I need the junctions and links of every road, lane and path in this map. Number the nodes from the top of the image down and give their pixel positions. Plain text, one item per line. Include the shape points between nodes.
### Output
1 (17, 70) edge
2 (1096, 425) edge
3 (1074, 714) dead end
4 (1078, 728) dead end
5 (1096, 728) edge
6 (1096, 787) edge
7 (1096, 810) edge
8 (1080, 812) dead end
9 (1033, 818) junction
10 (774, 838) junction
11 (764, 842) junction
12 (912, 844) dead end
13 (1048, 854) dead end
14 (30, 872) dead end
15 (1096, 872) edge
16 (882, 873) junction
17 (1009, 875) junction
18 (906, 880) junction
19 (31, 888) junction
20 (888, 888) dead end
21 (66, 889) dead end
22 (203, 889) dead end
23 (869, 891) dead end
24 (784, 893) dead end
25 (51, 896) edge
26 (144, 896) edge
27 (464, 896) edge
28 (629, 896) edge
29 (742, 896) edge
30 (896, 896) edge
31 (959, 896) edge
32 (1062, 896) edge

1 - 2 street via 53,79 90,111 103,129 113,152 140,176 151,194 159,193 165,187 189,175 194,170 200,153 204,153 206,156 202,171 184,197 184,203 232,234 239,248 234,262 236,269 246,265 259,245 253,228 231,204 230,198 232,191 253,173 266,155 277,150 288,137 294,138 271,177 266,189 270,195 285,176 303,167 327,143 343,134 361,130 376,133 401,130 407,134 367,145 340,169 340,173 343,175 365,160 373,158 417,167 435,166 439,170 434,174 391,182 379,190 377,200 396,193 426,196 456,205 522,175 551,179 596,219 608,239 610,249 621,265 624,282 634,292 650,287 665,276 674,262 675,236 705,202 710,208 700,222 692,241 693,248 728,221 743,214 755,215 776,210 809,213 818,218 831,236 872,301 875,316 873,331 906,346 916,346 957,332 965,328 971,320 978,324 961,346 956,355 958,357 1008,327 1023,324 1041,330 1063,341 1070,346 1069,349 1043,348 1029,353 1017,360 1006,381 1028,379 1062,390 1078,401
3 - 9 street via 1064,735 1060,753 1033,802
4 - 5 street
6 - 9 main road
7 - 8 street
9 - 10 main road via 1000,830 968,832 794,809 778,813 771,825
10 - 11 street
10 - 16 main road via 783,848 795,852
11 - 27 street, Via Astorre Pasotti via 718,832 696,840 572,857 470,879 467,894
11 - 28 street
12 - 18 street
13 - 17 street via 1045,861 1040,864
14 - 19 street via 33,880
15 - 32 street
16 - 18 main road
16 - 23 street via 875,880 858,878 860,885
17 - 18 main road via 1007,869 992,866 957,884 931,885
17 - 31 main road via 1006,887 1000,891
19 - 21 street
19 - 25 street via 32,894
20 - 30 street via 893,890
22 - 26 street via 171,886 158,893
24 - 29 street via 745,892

| Exercise details |
Reproduce the data shown above with every line intact.

| Exercise output |
I need the junctions and links of every road, lane and path in this map. Number the nodes from the top of the image down and give their pixel positions. Plain text, one item per line. Include the shape points between nodes.
### Output
1 (17, 70) edge
2 (1096, 425) edge
3 (1074, 714) dead end
4 (1078, 728) dead end
5 (1096, 728) edge
6 (1096, 787) edge
7 (1096, 810) edge
8 (1080, 812) dead end
9 (1033, 818) junction
10 (774, 838) junction
11 (764, 842) junction
12 (912, 844) dead end
13 (1048, 854) dead end
14 (30, 872) dead end
15 (1096, 872) edge
16 (882, 873) junction
17 (1009, 875) junction
18 (906, 880) junction
19 (31, 888) junction
20 (888, 888) dead end
21 (66, 889) dead end
22 (203, 889) dead end
23 (869, 891) dead end
24 (784, 893) dead end
25 (51, 896) edge
26 (144, 896) edge
27 (464, 896) edge
28 (629, 896) edge
29 (742, 896) edge
30 (896, 896) edge
31 (959, 896) edge
32 (1062, 896) edge

1 - 2 street via 53,79 90,111 103,129 113,152 140,176 151,194 159,193 165,187 189,175 194,170 200,153 204,153 206,156 202,171 184,197 184,203 232,234 239,248 234,262 236,269 246,265 259,245 253,228 231,204 230,198 232,191 253,173 266,155 277,150 288,137 294,138 271,177 266,189 270,195 285,176 303,167 327,143 343,134 361,130 376,133 401,130 407,134 367,145 340,169 340,173 343,175 365,160 373,158 417,167 435,166 439,170 434,174 391,182 379,190 377,200 396,193 426,196 456,205 522,175 551,179 596,219 608,239 610,249 621,265 624,282 634,292 650,287 665,276 674,262 675,236 705,202 710,208 700,222 692,241 693,248 728,221 743,214 755,215 776,210 809,213 818,218 831,236 872,301 875,316 873,331 906,346 916,346 957,332 965,328 971,320 978,324 961,346 956,355 958,357 1008,327 1023,324 1041,330 1063,341 1070,346 1069,349 1043,348 1029,353 1017,360 1006,381 1028,379 1062,390 1078,401
3 - 9 street via 1064,735 1060,753 1033,802
4 - 5 street
6 - 9 main road
7 - 8 street
9 - 10 main road via 1000,830 968,832 794,809 778,813 771,825
10 - 11 street
10 - 16 main road via 783,848 795,852
11 - 27 street, Via Astorre Pasotti via 718,832 696,840 572,857 470,879 467,894
11 - 28 street
12 - 18 street
13 - 17 street via 1045,861 1040,864
14 - 19 street via 33,880
15 - 32 street
16 - 18 main road
16 - 23 street via 875,880 858,878 860,885
17 - 18 main road via 1007,869 992,866 957,884 931,885
17 - 31 main road via 1006,887 1000,891
19 - 21 street
19 - 25 street via 32,894
20 - 30 street via 893,890
22 - 26 street via 171,886 158,893
24 - 29 street via 745,892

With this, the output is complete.